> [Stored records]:

+ + + + +

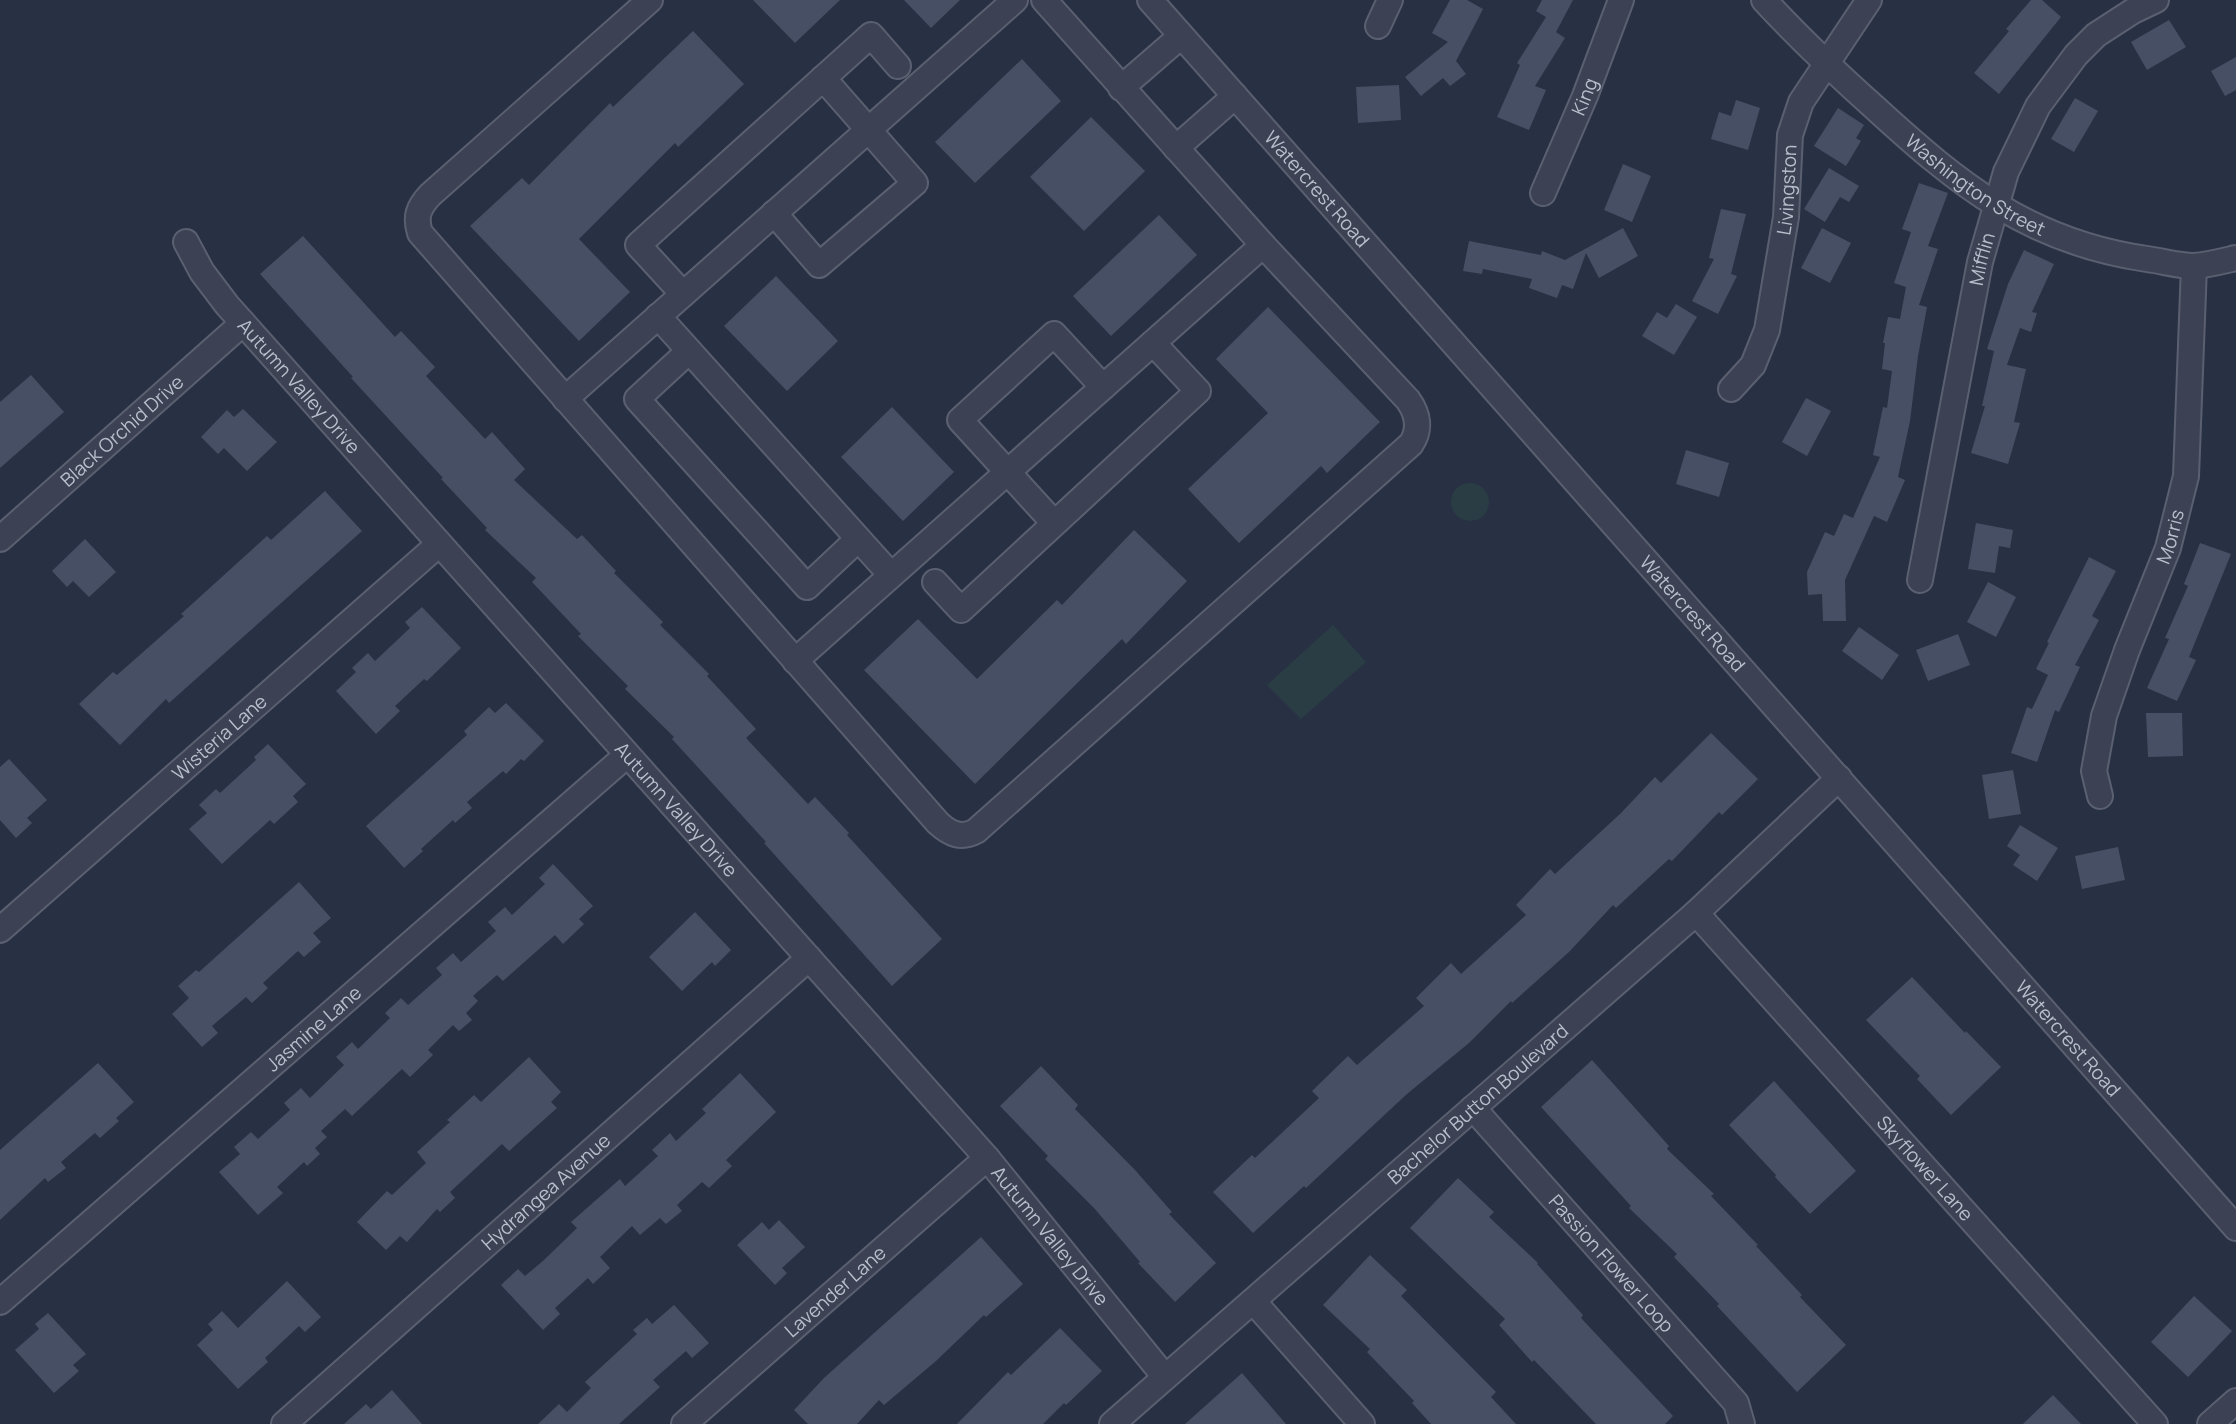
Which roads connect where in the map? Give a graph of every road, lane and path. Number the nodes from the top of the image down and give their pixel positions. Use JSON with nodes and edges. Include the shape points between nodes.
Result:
{"nodes":[{"id":1,"x":650,"y":0,"type":"edge"},
{"id":2,"x":1015,"y":0,"type":"edge"},
{"id":3,"x":1044,"y":0,"type":"edge"},
{"id":4,"x":1150,"y":0,"type":"edge"},
{"id":5,"x":1390,"y":0,"type":"edge"},
{"id":6,"x":1621,"y":0,"type":"edge"},
{"id":7,"x":1764,"y":0,"type":"edge"},
{"id":8,"x":1868,"y":0,"type":"edge"},
{"id":9,"x":2156,"y":0,"type":"edge"},
{"id":10,"x":1378,"y":26,"type":"dead end"},
{"id":11,"x":1181,"y":36,"type":"junction"},
{"id":12,"x":1825,"y":63,"type":"junction"},
{"id":13,"x":898,"y":66,"type":"dead end"},
{"id":14,"x":823,"y":78,"type":"junction"},
{"id":15,"x":1121,"y":88,"type":"junction"},
{"id":16,"x":1235,"y":96,"type":"junction"},
{"id":17,"x":868,"y":130,"type":"junction"},
{"id":18,"x":1176,"y":148,"type":"junction"},
{"id":19,"x":1544,"y":193,"type":"dead end"},
{"id":20,"x":1995,"y":206,"type":"junction"},
{"id":21,"x":775,"y":213,"type":"junction"},
{"id":22,"x":186,"y":242,"type":"dead end"},
{"id":23,"x":1263,"y":245,"type":"junction"},
{"id":24,"x":2236,"y":258,"type":"edge"},
{"id":25,"x":2194,"y":266,"type":"junction"},
{"id":26,"x":683,"y":294,"type":"junction"},
{"id":27,"x":658,"y":316,"type":"junction"},
{"id":28,"x":243,"y":323,"type":"junction"},
{"id":29,"x":1153,"y":342,"type":"junction"},
{"id":30,"x":689,"y":351,"type":"junction"},
{"id":31,"x":1103,"y":387,"type":"junction"},
{"id":32,"x":1731,"y":389,"type":"dead end"},
{"id":33,"x":565,"y":399,"type":"junction"},
{"id":34,"x":1008,"y":471,"type":"junction"},
{"id":35,"x":1054,"y":523,"type":"junction"},
{"id":36,"x":0,"y":539,"type":"edge"},
{"id":37,"x":858,"y":539,"type":"junction"},
{"id":38,"x":439,"y":544,"type":"junction"},
{"id":39,"x":891,"y":575,"type":"junction"},
{"id":40,"x":1920,"y":580,"type":"dead end"},
{"id":41,"x":935,"y":582,"type":"dead end"},
{"id":42,"x":795,"y":661,"type":"junction"},
{"id":43,"x":627,"y":755,"type":"junction"},
{"id":44,"x":1839,"y":778,"type":"junction"},
{"id":45,"x":2100,"y":796,"type":"dead end"},
{"id":46,"x":1696,"y":912,"type":"junction"},
{"id":47,"x":0,"y":930,"type":"edge"},
{"id":48,"x":809,"y":958,"type":"junction"},
{"id":49,"x":1473,"y":1108,"type":"junction"},
{"id":50,"x":987,"y":1158,"type":"junction"},
{"id":51,"x":2236,"y":1228,"type":"edge"},
{"id":52,"x":1253,"y":1301,"type":"junction"},
{"id":53,"x":0,"y":1302,"type":"edge"},
{"id":54,"x":1165,"y":1377,"type":"junction"},
{"id":55,"x":2236,"y":1401,"type":"edge"},
{"id":56,"x":284,"y":1424,"type":"edge"},
{"id":57,"x":684,"y":1424,"type":"edge"},
{"id":58,"x":1112,"y":1424,"type":"edge"},
{"id":59,"x":1362,"y":1424,"type":"edge"},
{"id":60,"x":1742,"y":1424,"type":"edge"},
{"id":61,"x":2155,"y":1424,"type":"edge"},
{"id":62,"x":2210,"y":1424,"type":"edge"}],
"edges":[{"from":1,"to":33,"type":"street","via":[[430,195],[417,216],[424,239]]},
{"from":2,"to":17,"type":"street"},
{"from":3,"to":15,"type":"street"},
{"from":4,"to":11,"type":"street","name":"Watercrest Road"},
{"from":5,"to":10,"type":"street"},
{"from":6,"to":19,"type":"street","name":"King"},
{"from":7,"to":12,"type":"street","name":"Washington Street"},
{"from":8,"to":12,"type":"street","name":"Livingston"},
{"from":9,"to":20,"type":"street","name":"Mifflin","via":[[2096,35],[2058,77],[2038,106]]},
{"from":11,"to":15,"type":"street"},
{"from":11,"to":16,"type":"street","name":"Watercrest Road"},
{"from":12,"to":20,"type":"street","name":"Washington Street","via":[[1903,134]]},
{"from":12,"to":32,"type":"street","name":"Livingston","via":[[1801,102],[1790,135],[1786,217],[1767,330],[1753,365]]},
{"from":13,"to":14,"type":"street","via":[[871,35]]},
{"from":14,"to":17,"type":"street"},
{"from":14,"to":26,"type":"street","via":[[638,245]]},
{"from":15,"to":18,"type":"street"},
{"from":16,"to":18,"type":"street"},
{"from":16,"to":44,"type":"street","name":"Watercrest Road"},
{"from":17,"to":21,"type":"street"},
{"from":17,"to":21,"type":"street","via":[[915,183],[819,265]]},
{"from":18,"to":23,"type":"street"},
{"from":20,"to":25,"type":"street","name":"Washington Street","via":[[2073,243],[2122,256]]},
{"from":20,"to":40,"type":"street","name":"Mifflin","via":[[1980,262]]},
{"from":21,"to":26,"type":"street"},
{"from":22,"to":28,"type":"street","name":"Autumn Valley Drive","via":[[202,272]]},
{"from":23,"to":29,"type":"street"},
{"from":23,"to":42,"type":"street","via":[[1408,400],[1417,415],[1416,436],[976,831],[956,835],[947,831]]},
{"from":24,"to":25,"type":"street","name":"Washington Street"},
{"from":25,"to":45,"type":"street","name":"Morris","via":[[2186,476],[2168,548],[2104,716],[2094,771]]},
{"from":26,"to":27,"type":"street"},
{"from":27,"to":30,"type":"street"},
{"from":27,"to":33,"type":"street"},
{"from":28,"to":36,"type":"street","name":"Black Orchid Drive"},
{"from":28,"to":38,"type":"street","name":"Autumn Valley Drive"},
{"from":29,"to":31,"type":"street"},
{"from":29,"to":35,"type":"street","via":[[1198,391]]},
{"from":30,"to":37,"type":"street"},
{"from":30,"to":37,"type":"street","via":[[637,399],[807,587]]},
{"from":31,"to":34,"type":"street"},
{"from":31,"to":34,"type":"street","via":[[1054,334],[960,420]]},
{"from":33,"to":42,"type":"street"},
{"from":34,"to":35,"type":"street"},
{"from":34,"to":39,"type":"street"},
{"from":35,"to":41,"type":"street","via":[[961,610]]},
{"from":37,"to":39,"type":"street"},
{"from":38,"to":43,"type":"street","name":"Autumn Valley Drive"},
{"from":38,"to":47,"type":"street","name":"Wisteria Lane"},
{"from":39,"to":42,"type":"street"},
{"from":43,"to":48,"type":"street","name":"Autumn Valley Drive"},
{"from":43,"to":53,"type":"street","name":"Jasmine Lane"},
{"from":44,"to":46,"type":"street","name":"Bachelor Button Boulevard"},
{"from":44,"to":51,"type":"street","name":"Watercrest Road"},
{"from":46,"to":49,"type":"street","name":"Bachelor Button Boulevard"},
{"from":46,"to":61,"type":"street","name":"Skyflower Lane"},
{"from":48,"to":50,"type":"street","name":"Autumn Valley Drive"},
{"from":48,"to":56,"type":"street","name":"Hydrangea Avenue"},
{"from":49,"to":52,"type":"street","name":"Bachelor Button Boulevard"},
{"from":49,"to":60,"type":"street","name":"Passion Flower Loop","via":[[1736,1403]]},
{"from":50,"to":54,"type":"street","name":"Autumn Valley Drive"},
{"from":50,"to":57,"type":"street","name":"Lavender Lane"},
{"from":52,"to":54,"type":"street","name":"Bachelor Button Boulevard"},
{"from":52,"to":59,"type":"street"},
{"from":54,"to":58,"type":"street","name":"Bachelor Button Boulevard"},
{"from":55,"to":62,"type":"street"}]}
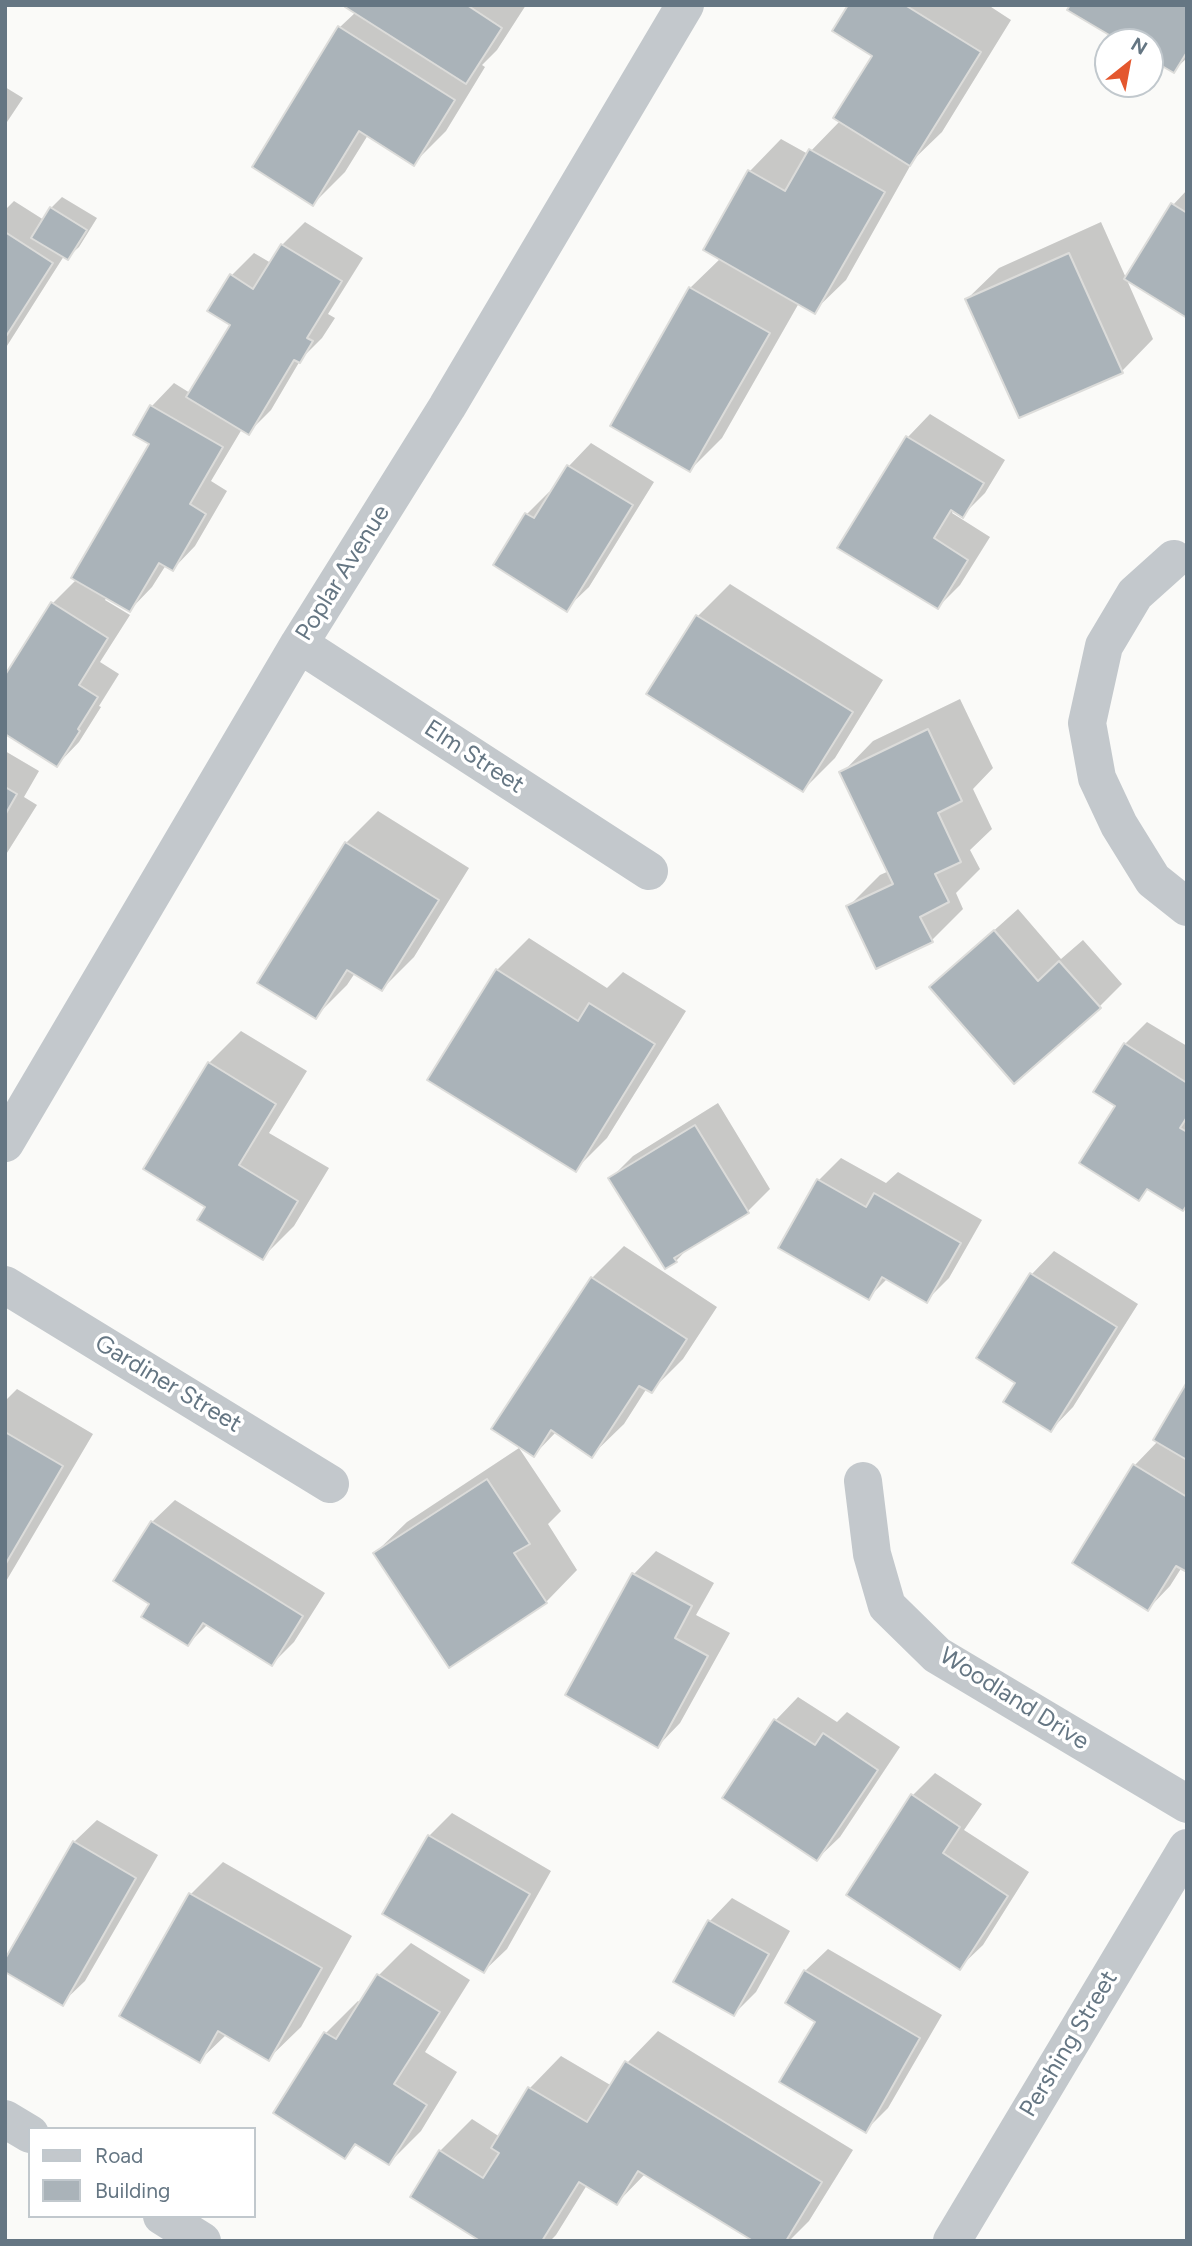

+ + + + +

Search the entries for the string "nodes" and collect each line that has it.

> [SOLVED EXERCISE]:
Which roads connect where in the map? Give a graph of every road, lane and path. Number the nodes from the top of the image down and give their pixel positions. Use JSON with nodes and edges. Include the shape points between nodes.
{"nodes":[{"id":1,"x":650,"y":0,"type":"edge"},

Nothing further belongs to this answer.